- **What you are asked to do**
Give back the material word for word, every line included.

- **Data section**

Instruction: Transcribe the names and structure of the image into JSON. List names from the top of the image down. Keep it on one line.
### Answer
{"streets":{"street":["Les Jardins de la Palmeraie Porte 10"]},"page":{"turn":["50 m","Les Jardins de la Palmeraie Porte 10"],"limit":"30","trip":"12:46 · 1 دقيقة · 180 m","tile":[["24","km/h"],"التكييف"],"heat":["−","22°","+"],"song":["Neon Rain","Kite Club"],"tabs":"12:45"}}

- **Answer space**
Instruction: Transcribe the names and structure of the image into JSON. List names from the top of the image down. Keep it on one line.
### Answer
{"streets":{"street":["Les Jardins de la Palmeraie Porte 10"]},"page":{"turn":["50 m","Les Jardins de la Palmeraie Porte 10"],"limit":"30","trip":"12:46 · 1 دقيقة · 180 m","tile":[["24","km/h"],"التكييف"],"heat":["−","22°","+"],"song":["Neon Rain","Kite Club"],"tabs":"12:45"}}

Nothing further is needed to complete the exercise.